PROVIDED RECORDS ▸
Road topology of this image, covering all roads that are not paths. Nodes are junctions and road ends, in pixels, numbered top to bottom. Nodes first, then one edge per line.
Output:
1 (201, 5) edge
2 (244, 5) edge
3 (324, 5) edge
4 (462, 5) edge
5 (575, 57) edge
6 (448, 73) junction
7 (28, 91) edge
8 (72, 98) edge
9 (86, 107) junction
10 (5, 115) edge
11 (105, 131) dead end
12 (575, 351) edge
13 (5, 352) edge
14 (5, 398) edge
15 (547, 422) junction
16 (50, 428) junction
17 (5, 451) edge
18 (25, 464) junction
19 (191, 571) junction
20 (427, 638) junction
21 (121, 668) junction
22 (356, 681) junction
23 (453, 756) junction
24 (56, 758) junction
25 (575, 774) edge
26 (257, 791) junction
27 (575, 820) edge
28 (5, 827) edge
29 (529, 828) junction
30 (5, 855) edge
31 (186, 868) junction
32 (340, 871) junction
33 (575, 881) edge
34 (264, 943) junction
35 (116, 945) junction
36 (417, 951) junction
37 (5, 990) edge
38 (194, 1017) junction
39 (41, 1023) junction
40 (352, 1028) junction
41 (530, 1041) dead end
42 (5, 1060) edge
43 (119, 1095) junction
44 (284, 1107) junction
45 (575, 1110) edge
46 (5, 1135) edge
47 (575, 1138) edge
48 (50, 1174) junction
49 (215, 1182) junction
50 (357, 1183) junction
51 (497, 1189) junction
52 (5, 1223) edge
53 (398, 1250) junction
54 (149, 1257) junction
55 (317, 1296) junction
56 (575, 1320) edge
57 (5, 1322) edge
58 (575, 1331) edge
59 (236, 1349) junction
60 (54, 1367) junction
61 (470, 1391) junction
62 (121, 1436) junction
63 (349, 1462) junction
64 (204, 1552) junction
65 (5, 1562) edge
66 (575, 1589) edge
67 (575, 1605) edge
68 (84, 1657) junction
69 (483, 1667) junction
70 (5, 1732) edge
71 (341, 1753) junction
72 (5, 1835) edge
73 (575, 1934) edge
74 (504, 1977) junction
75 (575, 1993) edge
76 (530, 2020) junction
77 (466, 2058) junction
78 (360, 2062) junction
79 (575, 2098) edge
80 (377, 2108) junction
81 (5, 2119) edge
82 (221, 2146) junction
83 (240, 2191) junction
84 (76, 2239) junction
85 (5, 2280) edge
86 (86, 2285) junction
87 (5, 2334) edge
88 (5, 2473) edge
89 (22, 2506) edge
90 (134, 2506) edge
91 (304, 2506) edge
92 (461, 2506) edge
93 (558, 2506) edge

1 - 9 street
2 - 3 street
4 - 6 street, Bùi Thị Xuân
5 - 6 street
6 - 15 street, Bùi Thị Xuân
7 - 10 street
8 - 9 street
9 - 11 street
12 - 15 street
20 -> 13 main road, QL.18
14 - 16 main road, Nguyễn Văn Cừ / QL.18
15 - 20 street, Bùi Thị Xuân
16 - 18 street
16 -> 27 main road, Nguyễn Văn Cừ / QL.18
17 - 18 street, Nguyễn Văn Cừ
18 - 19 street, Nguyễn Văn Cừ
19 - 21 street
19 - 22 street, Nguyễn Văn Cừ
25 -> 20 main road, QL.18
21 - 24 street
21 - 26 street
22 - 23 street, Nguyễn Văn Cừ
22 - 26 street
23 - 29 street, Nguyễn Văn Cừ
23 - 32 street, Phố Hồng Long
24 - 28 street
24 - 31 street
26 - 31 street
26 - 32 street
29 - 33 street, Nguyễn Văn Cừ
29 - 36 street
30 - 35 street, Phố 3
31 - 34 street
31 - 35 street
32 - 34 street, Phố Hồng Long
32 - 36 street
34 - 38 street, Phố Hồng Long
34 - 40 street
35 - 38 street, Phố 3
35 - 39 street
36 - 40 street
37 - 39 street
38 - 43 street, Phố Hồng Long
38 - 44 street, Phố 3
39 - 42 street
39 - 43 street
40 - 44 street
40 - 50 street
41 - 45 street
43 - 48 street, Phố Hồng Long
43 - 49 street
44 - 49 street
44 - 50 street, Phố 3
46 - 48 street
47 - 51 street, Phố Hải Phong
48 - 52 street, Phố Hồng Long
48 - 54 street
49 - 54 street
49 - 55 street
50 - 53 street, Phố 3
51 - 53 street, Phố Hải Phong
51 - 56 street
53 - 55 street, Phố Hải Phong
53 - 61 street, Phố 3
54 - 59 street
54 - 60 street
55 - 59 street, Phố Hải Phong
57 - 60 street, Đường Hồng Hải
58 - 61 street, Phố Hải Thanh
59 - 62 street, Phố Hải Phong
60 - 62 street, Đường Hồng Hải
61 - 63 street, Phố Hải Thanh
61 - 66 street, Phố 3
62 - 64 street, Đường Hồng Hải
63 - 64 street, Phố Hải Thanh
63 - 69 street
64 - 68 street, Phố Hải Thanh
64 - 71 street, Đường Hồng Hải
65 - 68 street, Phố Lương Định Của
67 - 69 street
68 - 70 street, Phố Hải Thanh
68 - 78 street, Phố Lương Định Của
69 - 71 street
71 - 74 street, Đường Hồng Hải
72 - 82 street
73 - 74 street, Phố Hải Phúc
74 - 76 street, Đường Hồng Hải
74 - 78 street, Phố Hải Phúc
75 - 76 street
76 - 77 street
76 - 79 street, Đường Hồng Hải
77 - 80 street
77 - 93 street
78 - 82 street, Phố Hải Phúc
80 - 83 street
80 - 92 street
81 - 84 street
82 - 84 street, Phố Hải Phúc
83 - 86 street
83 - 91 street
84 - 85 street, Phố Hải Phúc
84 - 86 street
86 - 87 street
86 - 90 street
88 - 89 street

PROBLEM DETAILS ▸ Line by line, copy the entries above exactly as they appear.

WRITTEN ANSWER ▸
Road topology of this image, covering all roads that are not paths. Nodes are junctions and road ends, in pixels, numbered top to bottom. Nodes first, then one edge per line.
Output:
1 (201, 5) edge
2 (244, 5) edge
3 (324, 5) edge
4 (462, 5) edge
5 (575, 57) edge
6 (448, 73) junction
7 (28, 91) edge
8 (72, 98) edge
9 (86, 107) junction
10 (5, 115) edge
11 (105, 131) dead end
12 (575, 351) edge
13 (5, 352) edge
14 (5, 398) edge
15 (547, 422) junction
16 (50, 428) junction
17 (5, 451) edge
18 (25, 464) junction
19 (191, 571) junction
20 (427, 638) junction
21 (121, 668) junction
22 (356, 681) junction
23 (453, 756) junction
24 (56, 758) junction
25 (575, 774) edge
26 (257, 791) junction
27 (575, 820) edge
28 (5, 827) edge
29 (529, 828) junction
30 (5, 855) edge
31 (186, 868) junction
32 (340, 871) junction
33 (575, 881) edge
34 (264, 943) junction
35 (116, 945) junction
36 (417, 951) junction
37 (5, 990) edge
38 (194, 1017) junction
39 (41, 1023) junction
40 (352, 1028) junction
41 (530, 1041) dead end
42 (5, 1060) edge
43 (119, 1095) junction
44 (284, 1107) junction
45 (575, 1110) edge
46 (5, 1135) edge
47 (575, 1138) edge
48 (50, 1174) junction
49 (215, 1182) junction
50 (357, 1183) junction
51 (497, 1189) junction
52 (5, 1223) edge
53 (398, 1250) junction
54 (149, 1257) junction
55 (317, 1296) junction
56 (575, 1320) edge
57 (5, 1322) edge
58 (575, 1331) edge
59 (236, 1349) junction
60 (54, 1367) junction
61 (470, 1391) junction
62 (121, 1436) junction
63 (349, 1462) junction
64 (204, 1552) junction
65 (5, 1562) edge
66 (575, 1589) edge
67 (575, 1605) edge
68 (84, 1657) junction
69 (483, 1667) junction
70 (5, 1732) edge
71 (341, 1753) junction
72 (5, 1835) edge
73 (575, 1934) edge
74 (504, 1977) junction
75 (575, 1993) edge
76 (530, 2020) junction
77 (466, 2058) junction
78 (360, 2062) junction
79 (575, 2098) edge
80 (377, 2108) junction
81 (5, 2119) edge
82 (221, 2146) junction
83 (240, 2191) junction
84 (76, 2239) junction
85 (5, 2280) edge
86 (86, 2285) junction
87 (5, 2334) edge
88 (5, 2473) edge
89 (22, 2506) edge
90 (134, 2506) edge
91 (304, 2506) edge
92 (461, 2506) edge
93 (558, 2506) edge

1 - 9 street
2 - 3 street
4 - 6 street, Bùi Thị Xuân
5 - 6 street
6 - 15 street, Bùi Thị Xuân
7 - 10 street
8 - 9 street
9 - 11 street
12 - 15 street
20 -> 13 main road, QL.18
14 - 16 main road, Nguyễn Văn Cừ / QL.18
15 - 20 street, Bùi Thị Xuân
16 - 18 street
16 -> 27 main road, Nguyễn Văn Cừ / QL.18
17 - 18 street, Nguyễn Văn Cừ
18 - 19 street, Nguyễn Văn Cừ
19 - 21 street
19 - 22 street, Nguyễn Văn Cừ
25 -> 20 main road, QL.18
21 - 24 street
21 - 26 street
22 - 23 street, Nguyễn Văn Cừ
22 - 26 street
23 - 29 street, Nguyễn Văn Cừ
23 - 32 street, Phố Hồng Long
24 - 28 street
24 - 31 street
26 - 31 street
26 - 32 street
29 - 33 street, Nguyễn Văn Cừ
29 - 36 street
30 - 35 street, Phố 3
31 - 34 street
31 - 35 street
32 - 34 street, Phố Hồng Long
32 - 36 street
34 - 38 street, Phố Hồng Long
34 - 40 street
35 - 38 street, Phố 3
35 - 39 street
36 - 40 street
37 - 39 street
38 - 43 street, Phố Hồng Long
38 - 44 street, Phố 3
39 - 42 street
39 - 43 street
40 - 44 street
40 - 50 street
41 - 45 street
43 - 48 street, Phố Hồng Long
43 - 49 street
44 - 49 street
44 - 50 street, Phố 3
46 - 48 street
47 - 51 street, Phố Hải Phong
48 - 52 street, Phố Hồng Long
48 - 54 street
49 - 54 street
49 - 55 street
50 - 53 street, Phố 3
51 - 53 street, Phố Hải Phong
51 - 56 street
53 - 55 street, Phố Hải Phong
53 - 61 street, Phố 3
54 - 59 street
54 - 60 street
55 - 59 street, Phố Hải Phong
57 - 60 street, Đường Hồng Hải
58 - 61 street, Phố Hải Thanh
59 - 62 street, Phố Hải Phong
60 - 62 street, Đường Hồng Hải
61 - 63 street, Phố Hải Thanh
61 - 66 street, Phố 3
62 - 64 street, Đường Hồng Hải
63 - 64 street, Phố Hải Thanh
63 - 69 street
64 - 68 street, Phố Hải Thanh
64 - 71 street, Đường Hồng Hải
65 - 68 street, Phố Lương Định Của
67 - 69 street
68 - 70 street, Phố Hải Thanh
68 - 78 street, Phố Lương Định Của
69 - 71 street
71 - 74 street, Đường Hồng Hải
72 - 82 street
73 - 74 street, Phố Hải Phúc
74 - 76 street, Đường Hồng Hải
74 - 78 street, Phố Hải Phúc
75 - 76 street
76 - 77 street
76 - 79 street, Đường Hồng Hải
77 - 80 street
77 - 93 street
78 - 82 street, Phố Hải Phúc
80 - 83 street
80 - 92 street
81 - 84 street
82 - 84 street, Phố Hải Phúc
83 - 86 street
83 - 91 street
84 - 85 street, Phố Hải Phúc
84 - 86 street
86 - 87 street
86 - 90 street
88 - 89 street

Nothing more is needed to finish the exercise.